Artists signal a globally accumulating energy

Artists signal a globally accumulating energy

Artists signal a globally accumulating energy I first watched them on May 11 as they were performing their art at the entrance to the Arsenale where a number of works are being exhibited or performed at the 57th International Exhibition in Venice, or the Venice Biennale.

It is an “arts collective” as they call themselves; a production by the Museum on Tour Austria and the XXXism project. Ten young people – you cannot tell their gender because of the police-like uniforms they wear – simply block the road and imitate the police measures that have become familiar in our lives, not just because of terrorism but many other reasons as well.

They try to give a message of peace by agitating the peaceful atmosphere of an international arts event which also attracts art collectors and world millionaires. But when you start watching their police-like stance, other members of the team approach you with infra-red night-vision googles. When you look through them, you can read peace slogans written on their chests; a smart combination of arts with high-tech material and equipment which you can observe in very innovative ways in many examples at the biennale.

The second time I saw them was in the Giardini, the famous Napoleon-built gardens of Venice which will host the majority of the country pavilions at the exhibition for the next six months. Görgün Taner, the head of the Istanbul Arts and Culture Foundation (İKSV), with whom we went to appreciate the exhibition, said there was something wrong while I was trying to communicate with Istanbul for the next day’s issue of the Hürriyet Daily News. 

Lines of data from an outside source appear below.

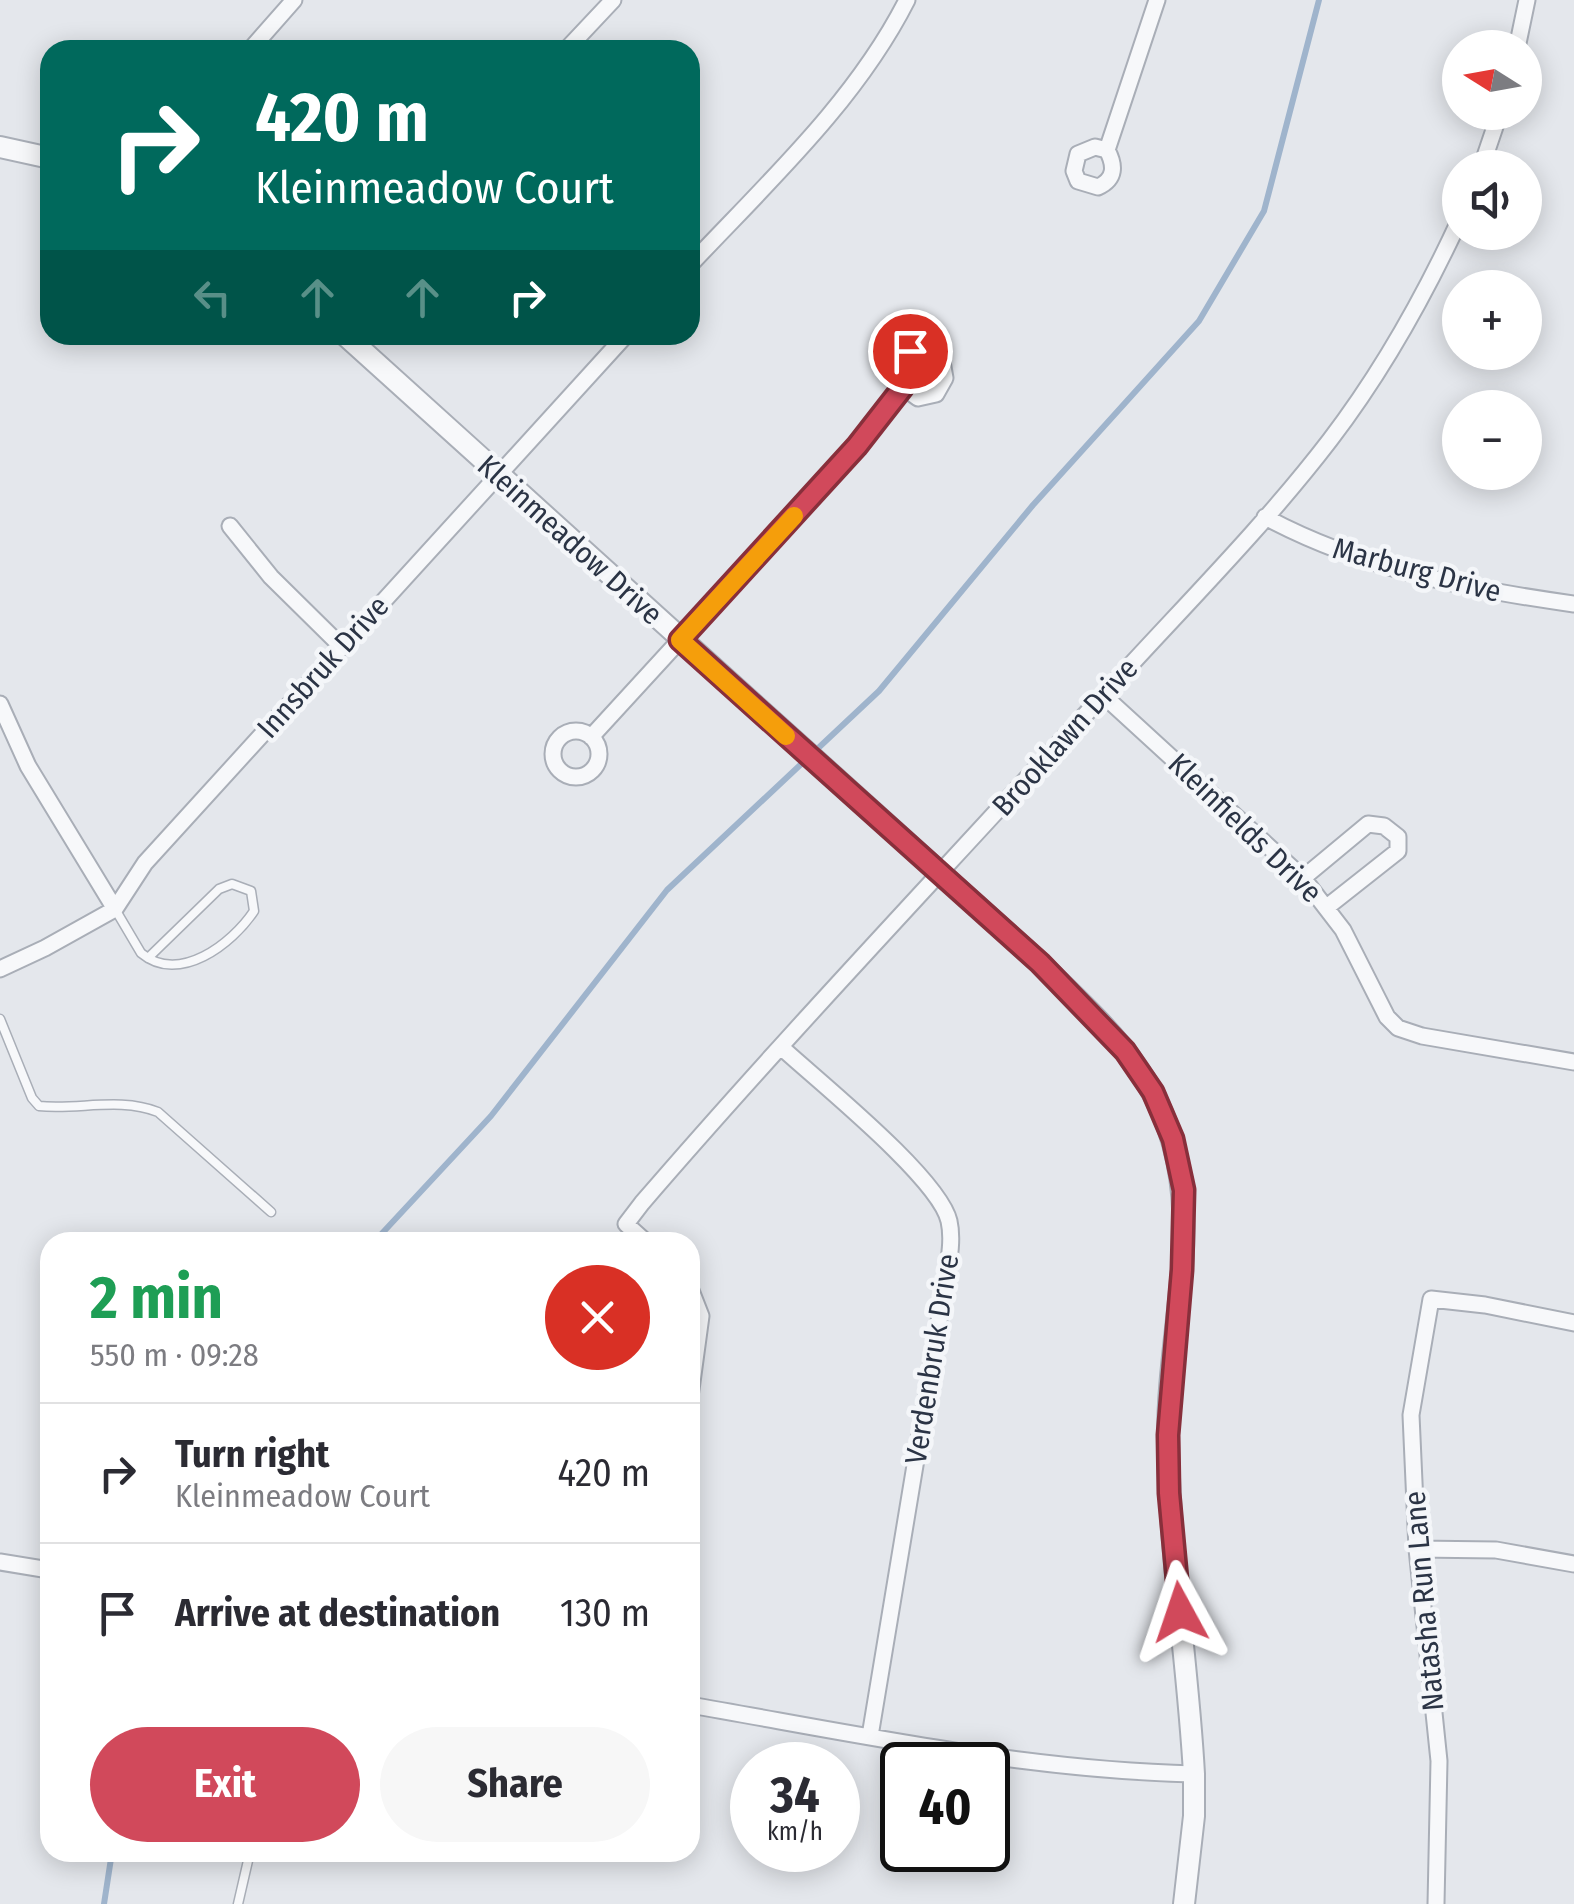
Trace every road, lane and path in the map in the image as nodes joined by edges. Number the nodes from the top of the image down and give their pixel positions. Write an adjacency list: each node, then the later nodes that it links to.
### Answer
1 (613, 0): 8 (street)
2 (908, 0): 13 (street)
3 (1157, 0): 10 (street)
4 (1527, 0): 6 (street)
5 (284, 3): 7 (street)
6 (1521, 30)
7 (257, 40)
8 (575, 40)
9 (0, 147): 11 (street)
10 (1106, 150)
11 (40, 156)
12 (1444, 250): 18 (street, Brooklawn Drive)
13 (700, 255)
14 (356, 345): 17 (street, Kleinmeadow Drive)
15 (617, 345): 17 (street, Innsbruk Drive)
16 (903, 387): 21 (street)
17 (496, 474): 21 (street, Kleinmeadow Drive); 22 (street, Innsbruk Drive)
18 (1265, 517): 20 (street, Marburg Drive); 23 (street, Brooklawn Drive)
19 (230, 526): 22 (street)
20 (1574, 604)
21 (680, 640): 25 (street); 26 (street, Kleinmeadow Drive)
22 (342, 647): 29 (street, Innsbruk Drive)
23 (1103, 694): 26 (street, Brooklawn Drive); 27 (street, Kleinfields Drive)
24 (0, 704): 29 (street)
25 (592, 738)
26 (938, 872): 33 (street, Brooklawn Drive); 44 (street, Kleinmeadow Drive)
27 (1304, 878): 28 (street, Kleinfields Drive); 28 (street)
28 (1327, 906): 34 (street, Kleinfields Drive)
29 (114, 909): 30 (lane); 31 (street, Innsbruk Drive)
30 (148, 958): 30 (lane)
31 (0, 969)
32 (0, 1019): 35 (lane)
33 (782, 1047): 36 (street, Brooklawn Drive); 43 (street, Verdenbruk Drive)
34 (1574, 1062)
35 (271, 1212)
36 (635, 1232)
37 (1574, 1323): 38 (street, Natasha Run Lane)
38 (1416, 1550): 40 (street); 48 (street, Natasha Run Lane)
39 (0, 1562): 41 (street)
40 (1574, 1564)
41 (40, 1568)
42 (700, 1707): 43 (street)
43 (870, 1736): 44 (street)
44 (1194, 1774): 47 (street, Kleinmeadow Drive)
45 (246, 1862): 46 (lane)
46 (238, 1904)
47 (1184, 1904)
48 (1436, 1904)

As they were lined up to cut one of the lanes in the Giardini, about 50 meters away from us, real life anti-terror policemen approached them. It happened so quickly that neither Görgün, nor myself were able to capture the moment. Dressed in camouflage uniforms and with machine guns in their hands and with exactly the same expression as Turkish police, the Italian police dispersed them at once. The owners of the project tried to explain to the police that it was not a protest demonstration but an arts performance, but to no avail.

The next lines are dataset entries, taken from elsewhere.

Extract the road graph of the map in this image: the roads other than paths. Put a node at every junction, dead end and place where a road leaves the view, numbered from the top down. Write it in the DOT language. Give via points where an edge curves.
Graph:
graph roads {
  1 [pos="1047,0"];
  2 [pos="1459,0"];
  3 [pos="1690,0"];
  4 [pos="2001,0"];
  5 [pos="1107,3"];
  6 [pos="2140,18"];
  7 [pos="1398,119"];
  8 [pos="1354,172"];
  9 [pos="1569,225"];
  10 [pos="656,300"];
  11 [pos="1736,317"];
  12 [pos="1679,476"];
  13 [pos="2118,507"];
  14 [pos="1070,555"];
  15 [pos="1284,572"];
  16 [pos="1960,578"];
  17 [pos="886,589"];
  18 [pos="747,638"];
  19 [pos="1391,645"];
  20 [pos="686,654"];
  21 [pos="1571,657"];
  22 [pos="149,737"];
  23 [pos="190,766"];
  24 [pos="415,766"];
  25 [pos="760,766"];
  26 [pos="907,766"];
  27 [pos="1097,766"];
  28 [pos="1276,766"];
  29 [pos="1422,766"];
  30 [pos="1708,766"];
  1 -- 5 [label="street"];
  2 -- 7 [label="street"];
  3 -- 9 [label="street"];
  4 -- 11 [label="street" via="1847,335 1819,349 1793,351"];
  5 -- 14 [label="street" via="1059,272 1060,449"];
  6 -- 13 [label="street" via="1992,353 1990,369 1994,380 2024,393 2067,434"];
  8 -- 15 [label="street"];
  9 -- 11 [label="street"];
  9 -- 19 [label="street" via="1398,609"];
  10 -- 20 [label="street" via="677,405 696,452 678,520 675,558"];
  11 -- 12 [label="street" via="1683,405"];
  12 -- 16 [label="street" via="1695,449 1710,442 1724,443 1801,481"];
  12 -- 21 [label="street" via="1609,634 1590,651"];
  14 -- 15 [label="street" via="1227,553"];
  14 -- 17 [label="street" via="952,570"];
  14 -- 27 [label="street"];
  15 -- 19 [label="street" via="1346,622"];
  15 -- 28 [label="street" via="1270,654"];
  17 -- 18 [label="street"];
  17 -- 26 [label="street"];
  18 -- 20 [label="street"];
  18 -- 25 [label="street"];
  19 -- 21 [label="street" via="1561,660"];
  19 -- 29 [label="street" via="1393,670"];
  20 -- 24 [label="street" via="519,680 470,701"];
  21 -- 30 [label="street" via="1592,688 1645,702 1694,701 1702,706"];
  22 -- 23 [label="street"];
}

The idea of me being there was to take an opportunity as a political journalist to observe a whole different world out of politics. (Perhaps I was the subject of an arts experiment by the İKSV, which invited me, in a way, with no objection.) If so, the İKSV was right and it worked well; it was also very interesting to observe that arts in today’s world, especially contemporary art, is inseparable from daily politics.

Actually, if it is possible to describe the Biennale from the eyes of an outsider like me, I would say that the contemporary arts scene is signaling the accumulation of intellectual and social energy from within the global system upward against rising populism and the authoritarian measures it brings.

It was possible to observe it from many examples exhibited or performed in Venice.

Artist Anna Imhoff’s work, which is a combination of painting, sculpture, installation and performance and which is exhibited in the German pavilion, has been regarded as one of the most interesting examples of Venice 2017. It’s about trying to resettle in changing times and spaces. You can find traces of being under new forms of pressure, including the immigration problem, there.

In the Russian pavilion, Grisha Bruskin, the Recycle Group and Sasha Pirogova have created a mind-blowing interpretation of hell on earth, sourcing their material from bans and persecutions by using cutting-edge digital technology. I would recommend you take your smartphones or tablets along with you to avoid missing the unique presentation inside.

Turkish artist Cevdet Erek’s work “Çın” is another successful example of the deep-down unease; you can hear the noises trying to reach you only if you listen to them carefully; again there is always the risk of winding up in places whose access is denied to the public, such as a locked space with fences.

Georgian artist Vajiko Chachkhiani constructed a whole log cabin with rooms, furniture and everything under heavy rain. But the rain is to demonstrate the isolation and the contradiction between the inside and outside, again by using all technological means as Erek does.

In the spectacular performance of Turkish artist Nevin Aladağ who lives in Berlin, seven women steps on seven individual podiums one by one with women-awareness slogans on their T-shirts to dance to different types of music from their headphones with their own rhythms. The audience does not hear the music, but they don’t have to in order to get the message.

Here is another detail again in the eyes of an outsider to the world of art. It’s not just Aladağ, but a number of artists whose works are exhibited in Venice 2017 live and work in either Berlin, or Paris or another Western European city. Can that be related to the quality of freedom of expression there? The answer might be food for thought.

Politicians all around the world should try to value signals from artists, like this political reporter, for a better and more peaceful world.